Penulis: Komarudin, Agus, Reza, Joy, Kemis, Budi, Aldi, Andi, Satrio, Belva dan Tim
MENTOK, Berita5.co.id — Banjir rob kembali datang seperti tamu lama yang hafal letak kunci rumah warga.
Minggu pagi (04/01/2026), air laut pasang dan air laut setinggi hampir setengah meter menyusup ke Kampung Tanjung, Kelurahan Tanjung, Mentok, datang tanpa izin, tanpa basa-basi.
Gang-gang sempit berubah menjadi lorong air, ruang tamu menjadi kolam darurat dan sepeda motor terdiam seperti monumen kegagalan pengelolaan ruang pesisir.
Aktivitas warga berhenti. Kehidupan ditunda.
Bagi Kampung Tanjung, banjir bukan lagi peristiwa. Ia adalah rutinitas yang diwariskan, sebuah kalender penderitaan yang selalu hadir saat pasang laut naik.

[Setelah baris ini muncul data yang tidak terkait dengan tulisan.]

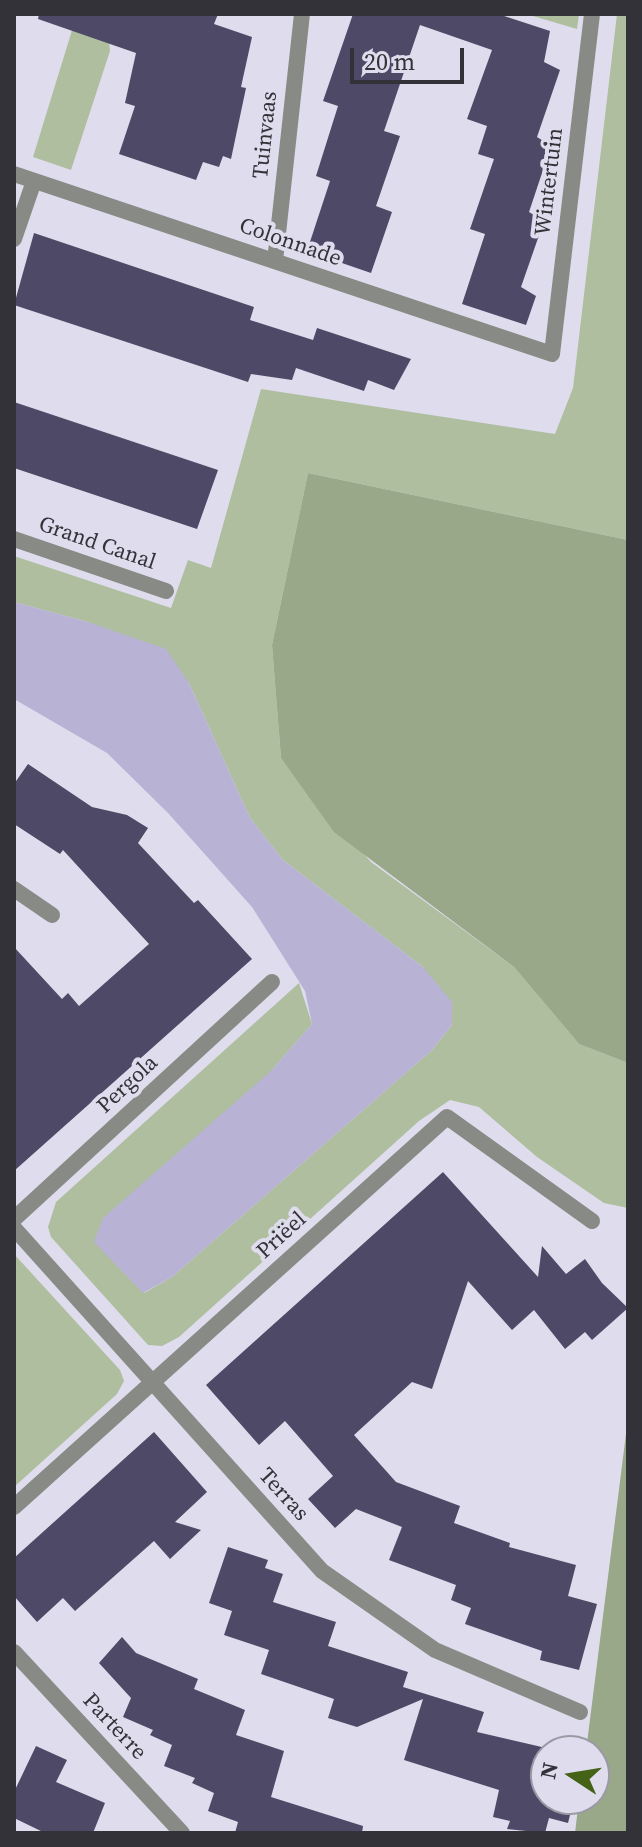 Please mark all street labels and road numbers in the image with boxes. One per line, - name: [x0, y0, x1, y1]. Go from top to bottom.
- street label: Tuinvaas: [248, 90, 284, 180]
- street label: Wintertuin: [530, 127, 570, 237]
- street label: Colonnade: [236, 213, 344, 273]
- street label: Grand Canal: [35, 512, 159, 576]
- street label: Pergola: [92, 1050, 164, 1120]
- street label: Priëel: [252, 1207, 312, 1265]
- street label: Terras: [252, 1463, 314, 1527]
- street label: Parterre: [76, 1688, 152, 1766] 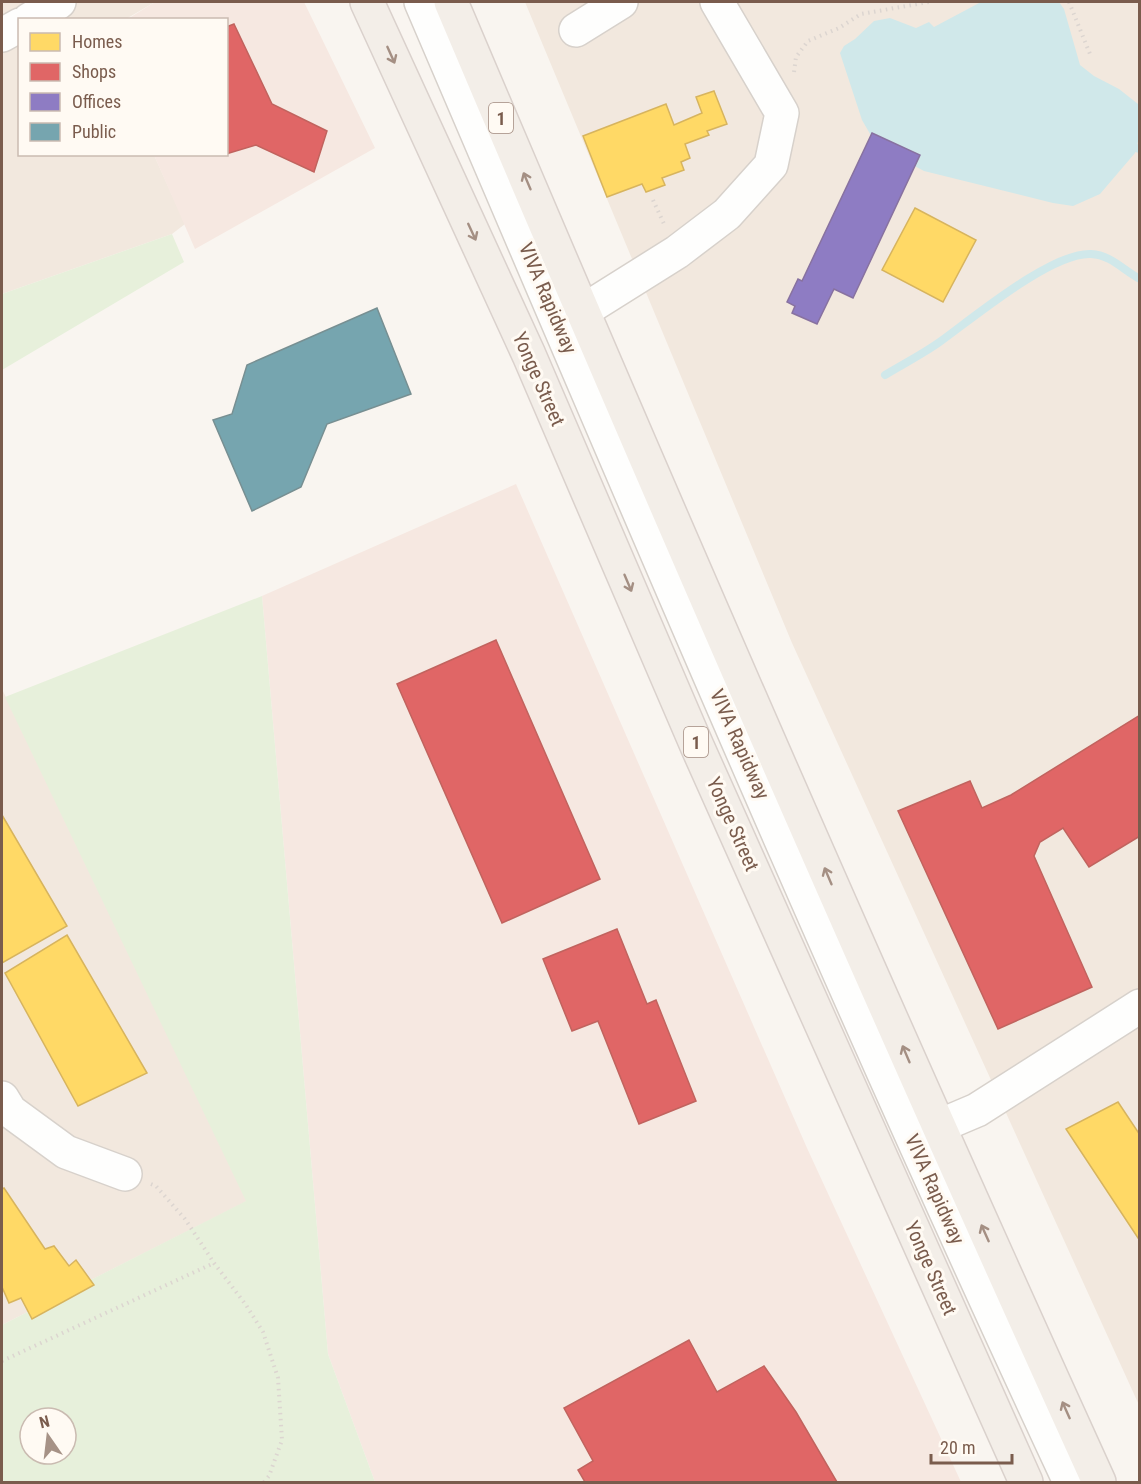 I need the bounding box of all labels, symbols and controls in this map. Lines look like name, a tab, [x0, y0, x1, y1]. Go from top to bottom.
legend	[18, 18, 228, 156]
text: Homes	[72, 31, 122, 52]
one-way arrow	[386, 45, 397, 64]
text: Shops	[72, 61, 116, 82]
text: Offices	[72, 91, 121, 112]
road number: 1	[489, 103, 513, 133]
text: Public	[72, 121, 116, 142]
one-way arrow	[521, 172, 532, 191]
one-way arrow	[467, 223, 479, 241]
street label: VIVA Rapidway	[514, 239, 582, 357]
street label: Yonge Street	[508, 328, 570, 430]
one-way arrow	[623, 573, 634, 592]
street label: VIVA Rapidway	[705, 685, 775, 803]
road number: 1	[684, 727, 708, 757]
street label: Yonge Street	[702, 773, 764, 875]
one-way arrow	[822, 867, 833, 885]
one-way arrow	[900, 1046, 911, 1064]
street label: VIVA Rapidway	[900, 1130, 970, 1248]
street label: Yonge Street	[900, 1217, 962, 1319]
one-way arrow	[979, 1224, 990, 1242]
one-way arrow	[1059, 1402, 1071, 1420]
north arrow	[18, 1406, 78, 1466]
text: N	[37, 1412, 52, 1432]
scale bar	[931, 1427, 1012, 1465]
text: 20 m	[940, 1437, 975, 1458]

Namun ironisnya, baru pada genangan yang kesekian kali inilah Pemerintah Kabupaten Bangka Barat menyatakan bahwa banjir tidak lagi dianggap sebagai siklus tahunan, melainkan persoalan struktural.
Pernyataan itu terdengar tegas. Sayangnya, bagi warga yang saban tahun mengangkat perabot ke tempat tinggi, kalimat tersebut terasa seperti pengakuan yang datang terlalu lambat.
Badan Meteorologi, Klimatologi, dan Geofisika (BMKG) bahkan tidak pernah diam.
Peringatan dini potensi banjir pesisir Bangka Belitung telah dikeluarkan hingga 10 Januari 2026.
Bulan Purnama, fenomena Perigee dan pasang maksimum air laut adalah fakta ilmiah yang berulang, bukan kejutan kosmik.
“Fenomena astronomi ini memperbesar pasang laut maksimum, sehingga air lebih mudah masuk ke daratan, terutama wilayah pesisir dengan sistem drainase terbatas,” tulis BMKG dalam peringatan resminya.
Dengan kata lain, banjir ini bisa diprediksi, bisa dihitung dan seharusnya bisa dicegah.
Tetapi di Kampung Tanjung, ilmu pengetahuan berhenti di kertas rilis, sementara air laut masuk sampai kamar tidur.
Bagi warga Kampung Tanjung, banjir bukan sekadar air asin yang lewat lalu pergi. Ia meninggalkan tagihan sosial dan ekonomi yang harus dibayar sendiri.
Barang elektronik mati.
Perabot berjamur.
Lantai rumah lapuk.
Pekerjaan harian terhenti.
Anak-anak terkurung tanpa ruang bermain.
Penyakit kulit dan nyamuk datang bergantian.
“Air masuk sampai ruang tamu dan kamar tidur. Kalau drainase tidak dibetulkan, kami tiap tahun begini terus,” kata Ibu Beni, Ketua RT Kampung Tanjung.
Kalimat itu sederhana, tetapi menampar. Sebab yang diminta warga bukan teknologi luar angkasa, melainkan drainase yang berfungsi sebuah kebutuhan dasar yang selama bertahun-tahun gagal dipenuhi.
Kepala BPBD Bangka Barat, H. Safrizal, S.E., menyatakan bahwa banjir kali ini sudah diantisipasi.
“Kami sudah melakukan sosialisasi dan peringatan kepada masyarakat sejak seminggu sebelumnya agar siap siaga. Kondisi saat ini sudah berangsur surut,” ujarnya, Minggu (04/01/2026).
Pernyataan itu benar. Tapi di sinilah ironi bekerja. Peringatan dini tanpa solusi struktural hanya mengajarkan warga untuk bersiap tenggelam dengan lebih rapi.